## Supplied entries
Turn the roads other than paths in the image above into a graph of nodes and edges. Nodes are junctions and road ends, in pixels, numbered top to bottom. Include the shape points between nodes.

--

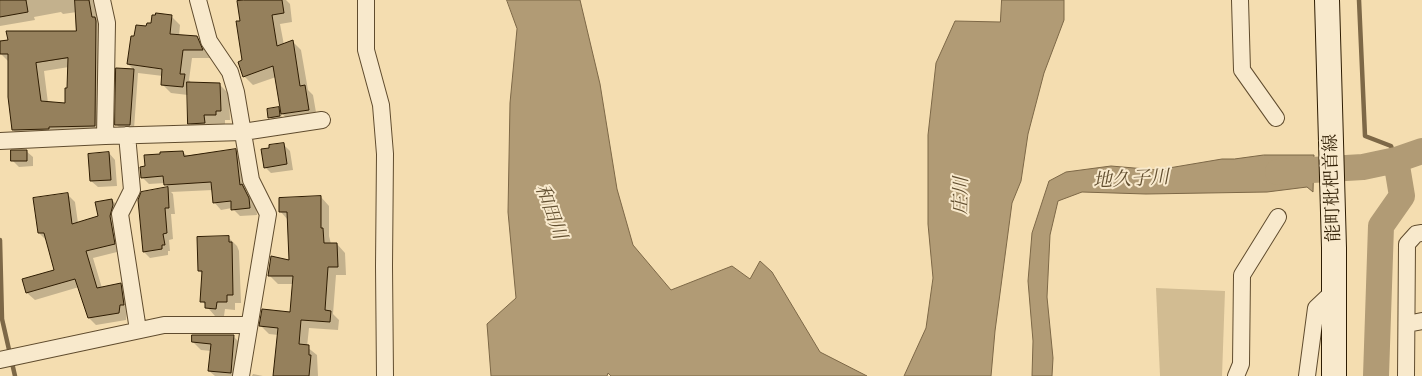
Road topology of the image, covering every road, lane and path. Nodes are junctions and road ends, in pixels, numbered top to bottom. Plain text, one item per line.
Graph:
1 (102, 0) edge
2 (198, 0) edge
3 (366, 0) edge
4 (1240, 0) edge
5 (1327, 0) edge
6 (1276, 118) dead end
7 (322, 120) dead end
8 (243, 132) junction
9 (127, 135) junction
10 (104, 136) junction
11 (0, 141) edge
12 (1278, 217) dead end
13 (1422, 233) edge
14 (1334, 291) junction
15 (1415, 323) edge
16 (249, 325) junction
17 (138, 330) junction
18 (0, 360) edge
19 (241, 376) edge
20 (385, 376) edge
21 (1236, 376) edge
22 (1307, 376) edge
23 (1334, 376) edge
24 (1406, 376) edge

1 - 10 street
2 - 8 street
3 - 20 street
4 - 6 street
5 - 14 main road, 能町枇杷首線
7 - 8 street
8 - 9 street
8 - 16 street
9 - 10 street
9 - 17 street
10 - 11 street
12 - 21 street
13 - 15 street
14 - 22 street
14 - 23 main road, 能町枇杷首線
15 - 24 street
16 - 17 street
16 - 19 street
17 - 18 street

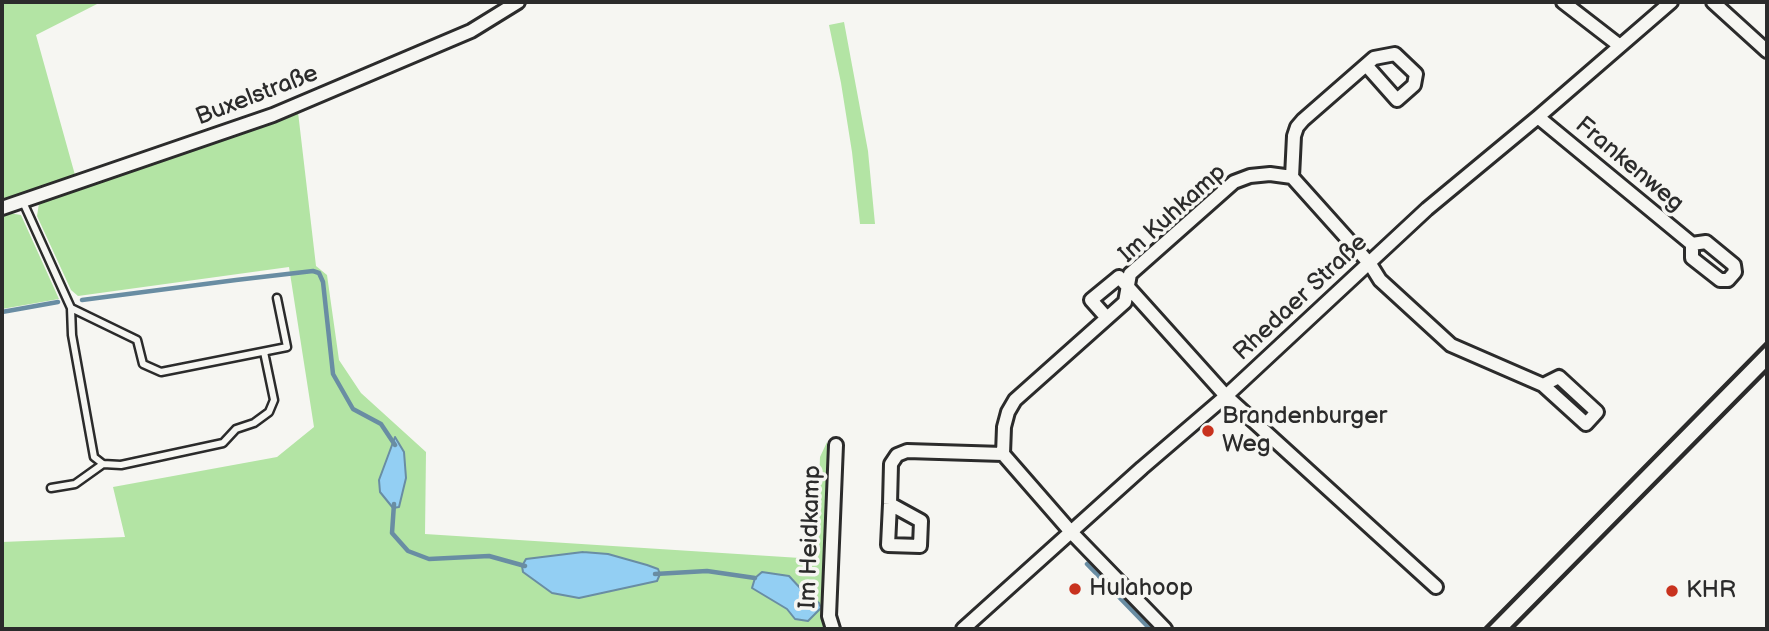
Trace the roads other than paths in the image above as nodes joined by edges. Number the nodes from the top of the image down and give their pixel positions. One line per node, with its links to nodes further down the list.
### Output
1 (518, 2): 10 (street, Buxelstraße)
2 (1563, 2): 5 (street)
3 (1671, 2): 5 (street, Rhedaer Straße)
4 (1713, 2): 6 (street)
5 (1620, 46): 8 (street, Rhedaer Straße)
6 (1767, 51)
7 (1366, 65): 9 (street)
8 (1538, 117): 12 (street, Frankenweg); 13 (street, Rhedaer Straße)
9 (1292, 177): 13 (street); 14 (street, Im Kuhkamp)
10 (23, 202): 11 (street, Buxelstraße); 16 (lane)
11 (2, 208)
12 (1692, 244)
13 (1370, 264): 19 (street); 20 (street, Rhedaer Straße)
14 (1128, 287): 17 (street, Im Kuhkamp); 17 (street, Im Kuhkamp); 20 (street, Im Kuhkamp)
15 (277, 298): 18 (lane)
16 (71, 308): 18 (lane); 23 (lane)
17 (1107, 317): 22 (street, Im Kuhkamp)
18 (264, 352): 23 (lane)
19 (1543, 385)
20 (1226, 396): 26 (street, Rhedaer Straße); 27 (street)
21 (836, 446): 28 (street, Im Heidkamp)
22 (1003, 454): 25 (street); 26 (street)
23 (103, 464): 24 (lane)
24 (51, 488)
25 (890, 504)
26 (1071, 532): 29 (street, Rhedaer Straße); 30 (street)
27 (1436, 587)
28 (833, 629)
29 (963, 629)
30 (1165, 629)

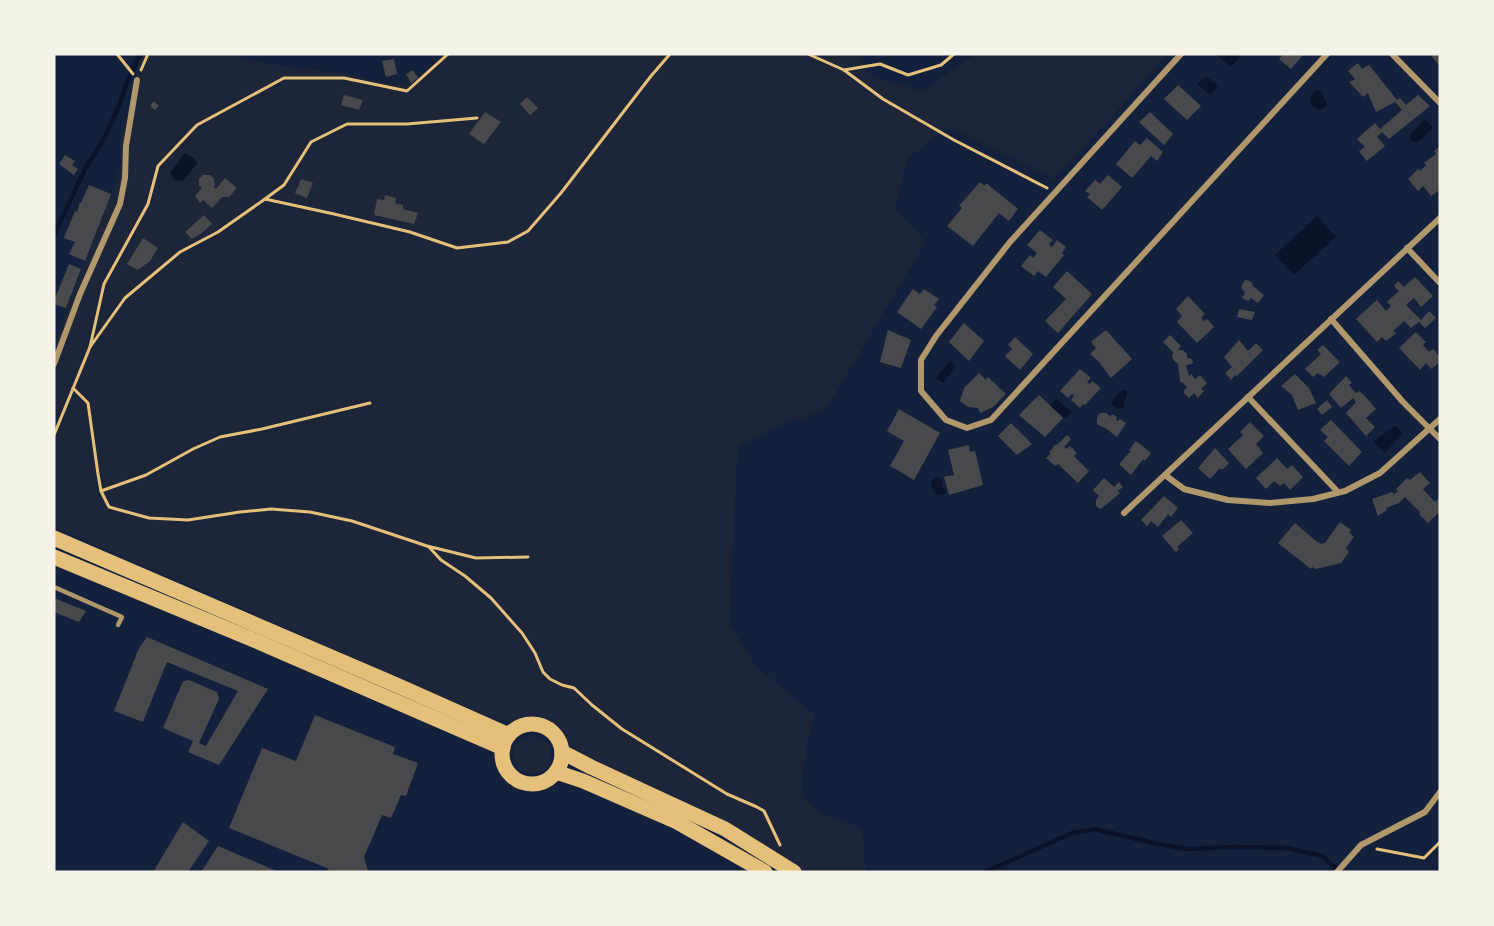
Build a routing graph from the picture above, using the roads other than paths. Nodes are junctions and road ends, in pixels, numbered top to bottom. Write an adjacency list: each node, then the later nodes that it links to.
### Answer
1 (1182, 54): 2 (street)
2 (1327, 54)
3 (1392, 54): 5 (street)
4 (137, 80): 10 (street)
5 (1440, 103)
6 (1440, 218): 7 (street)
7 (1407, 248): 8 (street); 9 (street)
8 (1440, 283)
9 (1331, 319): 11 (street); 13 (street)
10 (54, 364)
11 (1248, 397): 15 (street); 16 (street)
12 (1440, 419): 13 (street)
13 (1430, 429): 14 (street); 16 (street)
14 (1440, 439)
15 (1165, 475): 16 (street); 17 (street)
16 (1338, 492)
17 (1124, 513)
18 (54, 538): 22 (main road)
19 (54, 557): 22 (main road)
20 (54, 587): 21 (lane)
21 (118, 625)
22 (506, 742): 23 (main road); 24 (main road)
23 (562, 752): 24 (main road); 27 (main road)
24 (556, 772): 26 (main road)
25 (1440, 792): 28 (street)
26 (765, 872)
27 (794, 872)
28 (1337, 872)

## Task item
Every line where "junctions" appears must be returned from the listing above.

## Response to this exercise
Turn the roads other than paths in the image above into a graph of nodes and edges. Nodes are junctions and road ends, in pixels, numbered top to bottom. Include the shape points between nodes.
Road topology of the image, covering every road, lane and path. Nodes are junctions and road ends, in pixels, numbered top to bottom. Plain text, one item per line.
Build a routing graph from the picture above, using the roads other than paths. Nodes are junctions and road ends, in pixels, numbered top to bottom. Write an adjacency list: each node, then the later nodes that it links to.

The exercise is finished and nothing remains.